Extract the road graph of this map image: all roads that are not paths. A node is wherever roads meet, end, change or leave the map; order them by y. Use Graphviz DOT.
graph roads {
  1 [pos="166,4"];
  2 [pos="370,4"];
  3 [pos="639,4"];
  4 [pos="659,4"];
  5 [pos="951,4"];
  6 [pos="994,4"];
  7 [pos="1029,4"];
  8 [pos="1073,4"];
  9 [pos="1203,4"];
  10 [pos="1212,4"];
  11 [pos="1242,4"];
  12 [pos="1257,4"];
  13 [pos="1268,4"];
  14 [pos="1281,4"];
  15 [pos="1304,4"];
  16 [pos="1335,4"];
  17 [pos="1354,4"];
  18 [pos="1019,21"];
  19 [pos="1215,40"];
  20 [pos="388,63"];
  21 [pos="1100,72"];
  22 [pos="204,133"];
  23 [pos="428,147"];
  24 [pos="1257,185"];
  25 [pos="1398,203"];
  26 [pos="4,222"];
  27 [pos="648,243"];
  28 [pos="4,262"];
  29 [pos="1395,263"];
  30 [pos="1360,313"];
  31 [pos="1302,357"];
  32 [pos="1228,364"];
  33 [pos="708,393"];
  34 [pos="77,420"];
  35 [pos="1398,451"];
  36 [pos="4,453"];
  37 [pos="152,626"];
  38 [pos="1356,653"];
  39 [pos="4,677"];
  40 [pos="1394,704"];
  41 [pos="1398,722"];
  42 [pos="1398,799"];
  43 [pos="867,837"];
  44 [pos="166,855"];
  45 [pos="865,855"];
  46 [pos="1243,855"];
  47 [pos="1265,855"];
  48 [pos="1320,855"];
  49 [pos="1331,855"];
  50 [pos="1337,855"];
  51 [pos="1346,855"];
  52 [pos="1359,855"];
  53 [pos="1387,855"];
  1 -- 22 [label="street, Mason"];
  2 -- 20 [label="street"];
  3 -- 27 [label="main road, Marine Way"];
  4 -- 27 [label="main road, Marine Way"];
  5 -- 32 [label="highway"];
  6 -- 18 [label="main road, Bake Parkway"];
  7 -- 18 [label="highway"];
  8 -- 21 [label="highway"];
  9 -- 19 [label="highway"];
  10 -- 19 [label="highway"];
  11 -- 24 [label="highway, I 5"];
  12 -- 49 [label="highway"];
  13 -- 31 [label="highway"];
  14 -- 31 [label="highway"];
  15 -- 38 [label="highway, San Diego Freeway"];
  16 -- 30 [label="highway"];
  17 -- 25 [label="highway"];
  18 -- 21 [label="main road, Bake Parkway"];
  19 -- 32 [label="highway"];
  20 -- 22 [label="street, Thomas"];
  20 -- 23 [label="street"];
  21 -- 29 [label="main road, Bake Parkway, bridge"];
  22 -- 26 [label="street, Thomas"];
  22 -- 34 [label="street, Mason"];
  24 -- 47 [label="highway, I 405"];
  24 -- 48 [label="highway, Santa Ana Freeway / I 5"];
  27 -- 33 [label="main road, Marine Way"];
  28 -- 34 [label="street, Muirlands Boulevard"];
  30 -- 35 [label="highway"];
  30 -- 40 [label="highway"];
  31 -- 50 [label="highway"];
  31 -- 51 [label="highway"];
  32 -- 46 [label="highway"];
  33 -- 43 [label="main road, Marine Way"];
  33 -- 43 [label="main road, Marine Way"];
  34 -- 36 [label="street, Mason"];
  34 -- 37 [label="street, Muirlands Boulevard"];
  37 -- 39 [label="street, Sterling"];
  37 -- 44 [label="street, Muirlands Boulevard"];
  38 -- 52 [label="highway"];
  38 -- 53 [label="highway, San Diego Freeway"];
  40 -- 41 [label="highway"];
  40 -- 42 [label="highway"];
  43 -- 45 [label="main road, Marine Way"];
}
========================================================================
Some lines contain the word "Boulevard". Pull each one out of the listing.

ANSWER TO THIS PROBLEM:
  28 -- 34 [label="street, Muirlands Boulevard"];
  34 -- 37 [label="street, Muirlands Boulevard"];
  37 -- 44 [label="street, Muirlands Boulevard"];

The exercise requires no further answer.